3. After the agreement comes into effect, Party A will not assume any responsibility or obligation to the company's operation and management and creditor's rights and debts.
Article 2 The method of payment of the equity transfer price and price
1. Party A agrees to transfer the % equity held by the company to Party B in accordance with the conditions stipulated in this contract, and Party B agrees to transfer the equity at this price.
2. Party B agrees to pay the contract price to Party A in the following manner:
Party B agrees to pay Party A to Party A on the date of signing by both parties; Party B shall pay Party A the remaining price after Party A and Party B have completed the registration of industrial and commercial changes.
Article 3 Party A Statement
1. Party A is the sole owner of the equity transferred in the first article of this Agreement.
2. As a shareholder of the company, Party A has fully fulfilled the capital contribution obligation of the company's registered capital.
3. From the effective date of this Agreement, Party A completely withdraws from the operation of the company and no longer participates in the distribution of company property and profits.
Article 4 Statement of Party B
1. Party B shall be responsible to the company within the limits of the capital contribution.
2. Party B acknowledges and fulfills the revised articles of association of the company.
3. Party B guarantees to pay the price in the manner stipulated in Article 2 of this contract.
Article 5 The burden of the relevant expenses of equity transfer
The parties agree to handle the relevant expenses incurred in the equity transfer procedures agreed with this contract, and the parties shall bear the costs.
Article 6: Shareholders' rights and obligations include the company's profit and loss
1. From the effective date of this Agreement, Party B will actually exercise its rights as a shareholder of the company and fulfill its corresponding shareholder obligations. If necessary, Party A shall assist Party B in exercising the rights of shareholders and fulfilling the obligations of shareholders, including signing the relevant files in the name of Party A.
2. From the effective date of this Agreement, Party B shall share profits and share risks and losses according to the proportion of shares held by it.
Article 7 Alteration and dissolution of the agreement
This Agreement may be changed or terminated in any of the following circumstances, but both parties shall sign a change or release agreement.
1. This Agreement cannot be performed due to force majeure or due to an external cause that cannot be prevented by a party without fault;
2. One party loses actual ability to perform;
3. The breach of contract by one party seriously affects the economic interests of the other party and makes the performance of the contract unnecessary;
4. Due to changes in the situation, both parties have agreed through consultation;
5. Other changes or cancellations agreed in the contract appear.
Article 8 Liability for breach of contract
1. If a party to the agreement fails to perform or seriously violates any of the terms of this agreement, the defaulting party shall compensate the breaching party for all economic losses. Except as otherwise provided in the agreement, the observant party also has the right to request the termination of this Agreement and to claim from the defaulting party all financial losses suffered by the observant.
2. If Party B fails to pay the equity price on time according to the provisions of Article 2 of this contract, for each day delay, the late payment fee shall be paid according to the delay of the partial price. After Party B pays the late payment fee to Party A, if Party B’s breach of contract causes Party A to cause more than the late payment amount, or Party B’s breach of contract causes Party A to cause other damages, Party A shall not affect Party A’s right to claim compensation for excess or other damages.
Article 9 Confidentiality Clause
1. Without the written consent of the other party, neither party may disclose to other third parties the trade secrets or related information known during the performance of the agreement, nor disclose the contents of this agreement and related archival materials to any third party. Except for those that must be disclosed by laws and regulations.
2. The confidentiality clause is an independent clause, and this clause is valid regardless of whether this agreement is signed, changed, terminated or terminated.

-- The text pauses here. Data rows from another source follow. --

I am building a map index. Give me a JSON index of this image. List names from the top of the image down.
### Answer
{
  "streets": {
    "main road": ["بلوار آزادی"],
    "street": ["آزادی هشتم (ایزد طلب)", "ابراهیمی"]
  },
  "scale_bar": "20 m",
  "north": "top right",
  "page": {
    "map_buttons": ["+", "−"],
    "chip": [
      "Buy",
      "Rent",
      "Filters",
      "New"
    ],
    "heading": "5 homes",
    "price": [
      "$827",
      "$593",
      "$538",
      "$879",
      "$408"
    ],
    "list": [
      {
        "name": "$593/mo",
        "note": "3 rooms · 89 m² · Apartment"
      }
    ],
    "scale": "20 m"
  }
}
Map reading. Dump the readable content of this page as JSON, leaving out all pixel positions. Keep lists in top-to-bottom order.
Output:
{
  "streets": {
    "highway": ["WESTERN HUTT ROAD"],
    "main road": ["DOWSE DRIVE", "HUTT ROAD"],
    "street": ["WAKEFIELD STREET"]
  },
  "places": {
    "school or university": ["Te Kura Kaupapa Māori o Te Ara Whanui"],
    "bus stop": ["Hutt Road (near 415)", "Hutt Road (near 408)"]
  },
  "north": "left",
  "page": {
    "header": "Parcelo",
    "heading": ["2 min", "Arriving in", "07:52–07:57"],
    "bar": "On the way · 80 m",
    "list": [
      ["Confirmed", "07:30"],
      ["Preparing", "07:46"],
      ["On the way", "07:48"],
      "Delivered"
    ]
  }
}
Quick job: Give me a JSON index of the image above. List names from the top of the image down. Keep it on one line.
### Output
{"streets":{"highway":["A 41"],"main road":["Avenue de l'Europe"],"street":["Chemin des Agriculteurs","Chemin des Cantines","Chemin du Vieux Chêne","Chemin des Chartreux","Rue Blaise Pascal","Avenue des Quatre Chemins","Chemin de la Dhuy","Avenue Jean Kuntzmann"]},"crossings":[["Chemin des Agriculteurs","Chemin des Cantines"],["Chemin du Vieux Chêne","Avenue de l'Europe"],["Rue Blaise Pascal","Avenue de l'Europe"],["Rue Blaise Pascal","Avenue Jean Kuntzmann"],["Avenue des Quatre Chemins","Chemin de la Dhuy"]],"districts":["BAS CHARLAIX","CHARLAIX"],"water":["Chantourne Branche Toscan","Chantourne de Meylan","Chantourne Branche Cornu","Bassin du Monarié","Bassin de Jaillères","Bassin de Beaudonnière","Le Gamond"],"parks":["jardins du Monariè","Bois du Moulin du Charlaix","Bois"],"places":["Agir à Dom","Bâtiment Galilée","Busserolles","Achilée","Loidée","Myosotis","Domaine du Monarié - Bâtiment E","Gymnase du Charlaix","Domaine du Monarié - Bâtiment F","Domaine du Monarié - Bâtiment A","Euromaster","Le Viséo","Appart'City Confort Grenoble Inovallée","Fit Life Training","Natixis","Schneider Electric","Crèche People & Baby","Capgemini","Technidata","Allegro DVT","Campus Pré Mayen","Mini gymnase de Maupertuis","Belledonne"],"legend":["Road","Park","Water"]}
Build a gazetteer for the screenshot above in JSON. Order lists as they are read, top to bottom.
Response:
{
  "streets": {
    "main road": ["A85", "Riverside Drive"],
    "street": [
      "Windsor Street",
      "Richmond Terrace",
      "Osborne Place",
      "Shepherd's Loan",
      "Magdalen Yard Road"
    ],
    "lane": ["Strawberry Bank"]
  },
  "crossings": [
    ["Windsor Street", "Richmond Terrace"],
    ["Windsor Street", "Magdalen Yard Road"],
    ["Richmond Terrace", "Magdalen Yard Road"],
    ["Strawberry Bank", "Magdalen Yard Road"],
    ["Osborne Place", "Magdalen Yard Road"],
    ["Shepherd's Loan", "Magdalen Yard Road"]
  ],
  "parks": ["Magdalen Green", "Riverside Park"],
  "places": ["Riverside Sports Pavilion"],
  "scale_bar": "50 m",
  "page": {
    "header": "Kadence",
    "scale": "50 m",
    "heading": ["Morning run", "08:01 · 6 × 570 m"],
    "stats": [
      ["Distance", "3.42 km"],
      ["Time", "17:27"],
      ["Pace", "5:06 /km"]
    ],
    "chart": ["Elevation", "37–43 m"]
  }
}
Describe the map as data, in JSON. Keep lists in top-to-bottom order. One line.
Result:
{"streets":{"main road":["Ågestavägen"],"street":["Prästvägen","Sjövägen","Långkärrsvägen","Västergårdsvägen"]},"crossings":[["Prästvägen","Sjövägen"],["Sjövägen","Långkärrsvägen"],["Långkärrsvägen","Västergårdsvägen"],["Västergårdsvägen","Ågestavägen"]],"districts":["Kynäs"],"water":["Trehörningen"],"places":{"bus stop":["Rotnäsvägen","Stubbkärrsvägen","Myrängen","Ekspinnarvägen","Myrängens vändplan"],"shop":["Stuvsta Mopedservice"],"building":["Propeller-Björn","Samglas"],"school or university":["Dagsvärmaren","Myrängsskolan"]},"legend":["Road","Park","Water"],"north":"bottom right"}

Article 10 Dispute Resolution Clause
All disputes between Party A and Party B that are related to this Agreement or related to this Agreement shall be settled through friendly negotiation. If the negotiation fails, either party has the right to solve the following method:
1. Submit the dispute to the Wuhan Arbitration Commission for arbitration, and arbitrate according to the arbitration rules currently in force at the time of submission to arbitration. The arbitral award is final and binding on both parties.
2. Each person is suing in the local people's court.
Article 11 Entry into force and other
1. This Agreement shall enter into force on the date of signature and seal by both Party A and Party B.
2. After the entry into force of this Agreement, if one party needs to amend this Agreement, it shall notify the other party in writing ten working days in advance and sign a supplementary agreement after written agreement between the parties. The Supplementary Agreement has the same effect as this Agreement.
3. The unfinished matters in the implementation of this Agreement shall be resolved by both Party A and Party B in a friendly and consultative manner of seeking truth from facts. If the two sides reach a consensus, they sign a supplementary agreement. The Supplementary Agreement has the same effect as this Agreement.
4. The conclusions, validity, interpretation, termination and settlement of disputes of this Agreement shall be governed by the relevant provisions of the laws of the People's Republic of China.
5. Both Party A and Party B shall cooperate with the company to go through the examination and approval procedures for the change of shareholders as soon as possible, and go through the corresponding procedures for registration of industrial and commercial changes.
6. The original of this Agreement is in quadruplicate. Each Party A and Party B shall hold one copy, and the company shall file one copy and one copy of the industrial and commercial registration authority with the same legal effect.
Transferor:
Transferee:
year month day
Article 2: Equity Transfer Agreement
This equity transfer contract is signed by ______ on the day of the month on the basis of friendly negotiation, equality, voluntariness and mutual benefit.
Both parties to the contract:
Transferor: _______________
Registered address:
Legal representative: ___ Title:
Transferee:
Registered address:
Legal representative: ___ Title:
In view of:
1.______ The company is a limited liability company legally registered and validly existing in ___ on the ___ month of the year, registration number: ___
The legal address is: _________;
The business scope is:
Legal representative:
Registered capital:
2. The legal shareholder of the transferor who is ___ on the date of signing the contract shall have a capital contribution of ___ yuan, accounting for % of the total registered capital.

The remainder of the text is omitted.